* **The problem**:
The reply should be the records repeated exactly, without any images.

* **Record excerpts**:
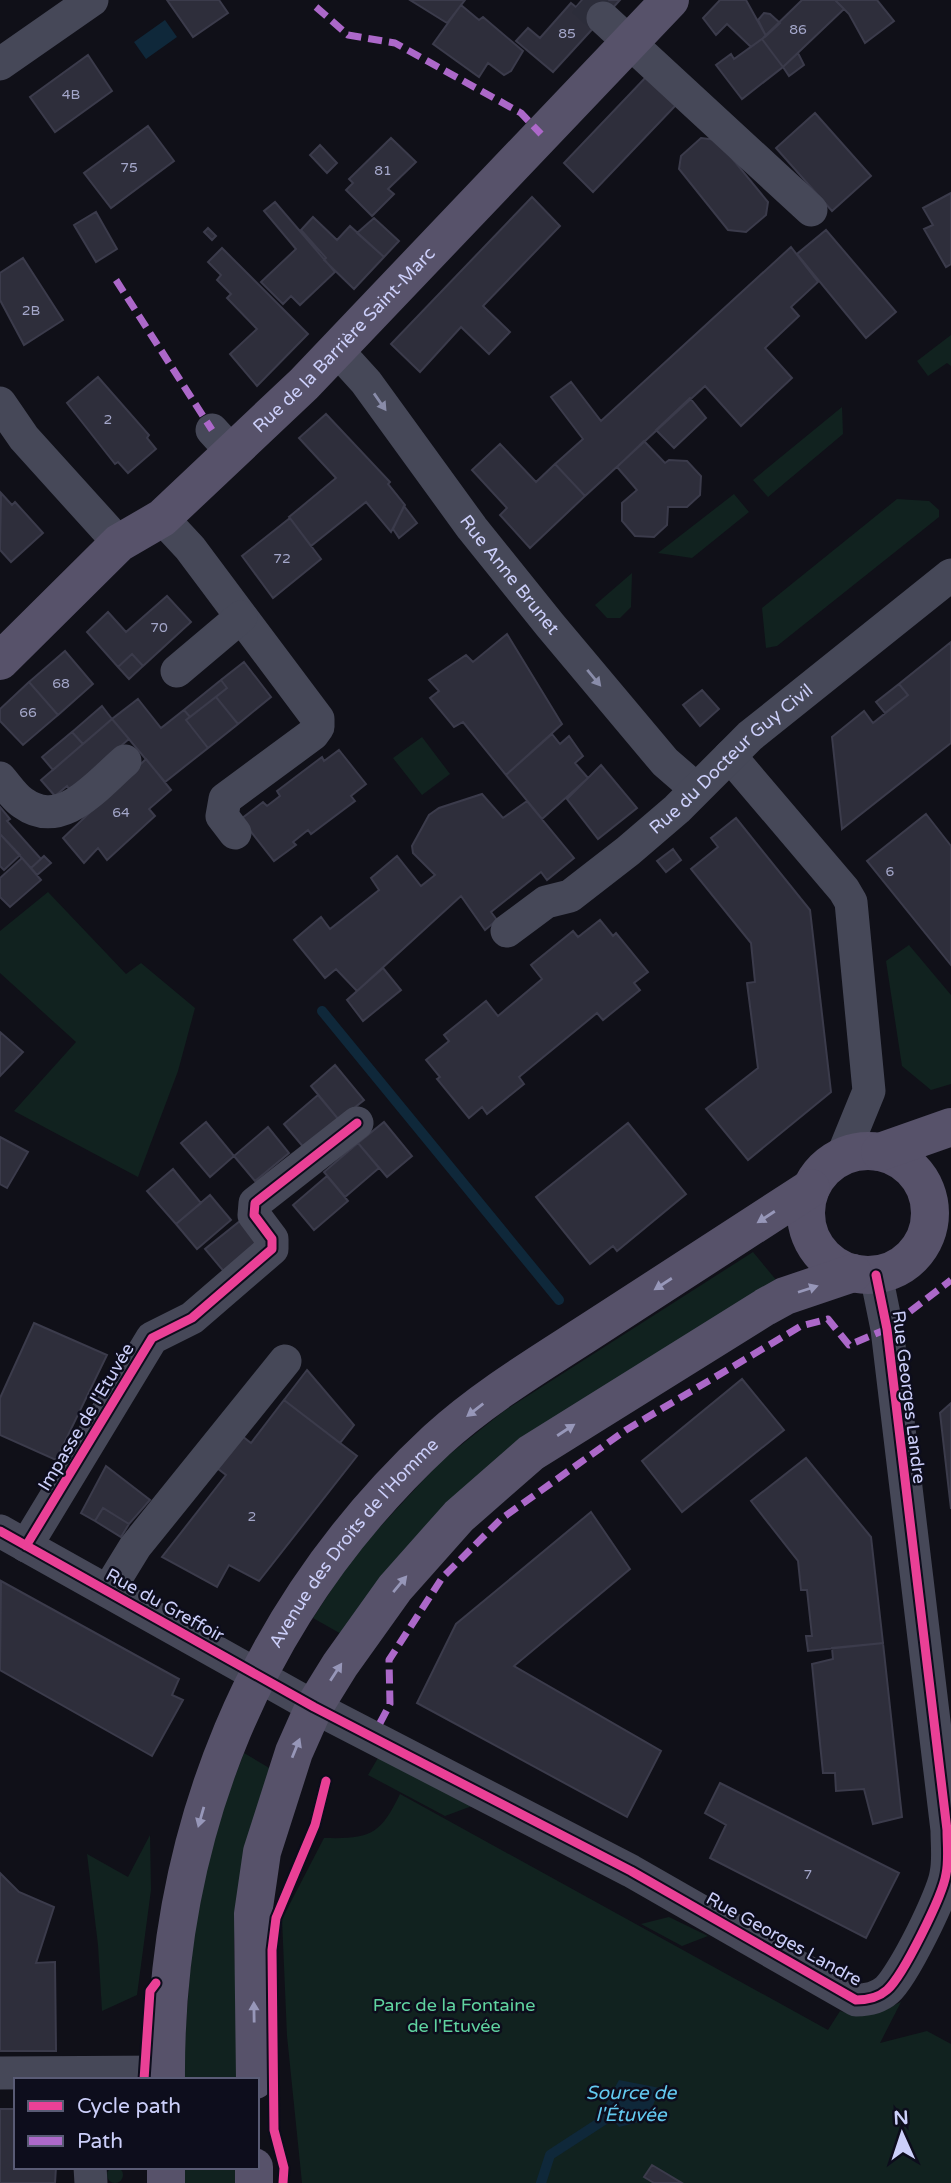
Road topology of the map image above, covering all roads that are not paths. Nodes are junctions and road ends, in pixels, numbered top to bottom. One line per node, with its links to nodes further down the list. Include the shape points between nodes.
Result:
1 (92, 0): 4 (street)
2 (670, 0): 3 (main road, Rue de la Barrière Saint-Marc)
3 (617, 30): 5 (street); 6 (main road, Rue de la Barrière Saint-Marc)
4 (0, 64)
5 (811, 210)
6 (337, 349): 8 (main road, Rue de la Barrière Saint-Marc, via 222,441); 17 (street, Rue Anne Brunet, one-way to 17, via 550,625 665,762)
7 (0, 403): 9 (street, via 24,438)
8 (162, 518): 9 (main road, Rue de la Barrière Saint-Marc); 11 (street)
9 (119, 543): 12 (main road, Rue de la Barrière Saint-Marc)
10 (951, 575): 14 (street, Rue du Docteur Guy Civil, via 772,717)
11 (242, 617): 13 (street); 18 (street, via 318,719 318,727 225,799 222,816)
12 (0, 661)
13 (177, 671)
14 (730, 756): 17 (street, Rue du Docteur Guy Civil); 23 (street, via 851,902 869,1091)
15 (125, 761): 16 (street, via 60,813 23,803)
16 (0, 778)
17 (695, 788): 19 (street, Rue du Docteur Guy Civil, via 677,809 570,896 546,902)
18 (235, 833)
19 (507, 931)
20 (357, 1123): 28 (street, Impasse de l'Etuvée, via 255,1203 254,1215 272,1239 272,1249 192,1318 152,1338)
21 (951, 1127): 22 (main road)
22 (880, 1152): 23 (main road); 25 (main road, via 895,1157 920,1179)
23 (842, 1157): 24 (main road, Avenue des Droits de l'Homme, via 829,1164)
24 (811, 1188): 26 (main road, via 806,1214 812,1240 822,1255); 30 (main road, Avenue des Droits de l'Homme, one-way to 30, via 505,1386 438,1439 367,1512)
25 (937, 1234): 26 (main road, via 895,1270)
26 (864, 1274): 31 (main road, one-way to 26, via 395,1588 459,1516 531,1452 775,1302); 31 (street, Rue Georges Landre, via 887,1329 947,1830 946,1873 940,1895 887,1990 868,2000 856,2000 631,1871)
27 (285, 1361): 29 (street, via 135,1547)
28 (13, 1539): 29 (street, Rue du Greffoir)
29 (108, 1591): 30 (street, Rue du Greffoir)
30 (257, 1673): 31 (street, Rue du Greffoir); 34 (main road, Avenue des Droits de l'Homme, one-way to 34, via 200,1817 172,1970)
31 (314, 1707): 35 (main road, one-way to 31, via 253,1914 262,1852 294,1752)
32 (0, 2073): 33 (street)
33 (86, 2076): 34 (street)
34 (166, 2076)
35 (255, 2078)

* **Task output**:
Road topology of the map image above, covering all roads that are not paths. Nodes are junctions and road ends, in pixels, numbered top to bottom. One line per node, with its links to nodes further down the list. Include the shape points between nodes.
Result:
1 (92, 0): 4 (street)
2 (670, 0): 3 (main road, Rue de la Barrière Saint-Marc)
3 (617, 30): 5 (street); 6 (main road, Rue de la Barrière Saint-Marc)
4 (0, 64)
5 (811, 210)
6 (337, 349): 8 (main road, Rue de la Barrière Saint-Marc, via 222,441); 17 (street, Rue Anne Brunet, one-way to 17, via 550,625 665,762)
7 (0, 403): 9 (street, via 24,438)
8 (162, 518): 9 (main road, Rue de la Barrière Saint-Marc); 11 (street)
9 (119, 543): 12 (main road, Rue de la Barrière Saint-Marc)
10 (951, 575): 14 (street, Rue du Docteur Guy Civil, via 772,717)
11 (242, 617): 13 (street); 18 (street, via 318,719 318,727 225,799 222,816)
12 (0, 661)
13 (177, 671)
14 (730, 756): 17 (street, Rue du Docteur Guy Civil); 23 (street, via 851,902 869,1091)
15 (125, 761): 16 (street, via 60,813 23,803)
16 (0, 778)
17 (695, 788): 19 (street, Rue du Docteur Guy Civil, via 677,809 570,896 546,902)
18 (235, 833)
19 (507, 931)
20 (357, 1123): 28 (street, Impasse de l'Etuvée, via 255,1203 254,1215 272,1239 272,1249 192,1318 152,1338)
21 (951, 1127): 22 (main road)
22 (880, 1152): 23 (main road); 25 (main road, via 895,1157 920,1179)
23 (842, 1157): 24 (main road, Avenue des Droits de l'Homme, via 829,1164)
24 (811, 1188): 26 (main road, via 806,1214 812,1240 822,1255); 30 (main road, Avenue des Droits de l'Homme, one-way to 30, via 505,1386 438,1439 367,1512)
25 (937, 1234): 26 (main road, via 895,1270)
26 (864, 1274): 31 (main road, one-way to 26, via 395,1588 459,1516 531,1452 775,1302); 31 (street, Rue Georges Landre, via 887,1329 947,1830 946,1873 940,1895 887,1990 868,2000 856,2000 631,1871)
27 (285, 1361): 29 (street, via 135,1547)
28 (13, 1539): 29 (street, Rue du Greffoir)
29 (108, 1591): 30 (street, Rue du Greffoir)
30 (257, 1673): 31 (street, Rue du Greffoir); 34 (main road, Avenue des Droits de l'Homme, one-way to 34, via 200,1817 172,1970)
31 (314, 1707): 35 (main road, one-way to 31, via 253,1914 262,1852 294,1752)
32 (0, 2073): 33 (street)
33 (86, 2076): 34 (street)
34 (166, 2076)
35 (255, 2078)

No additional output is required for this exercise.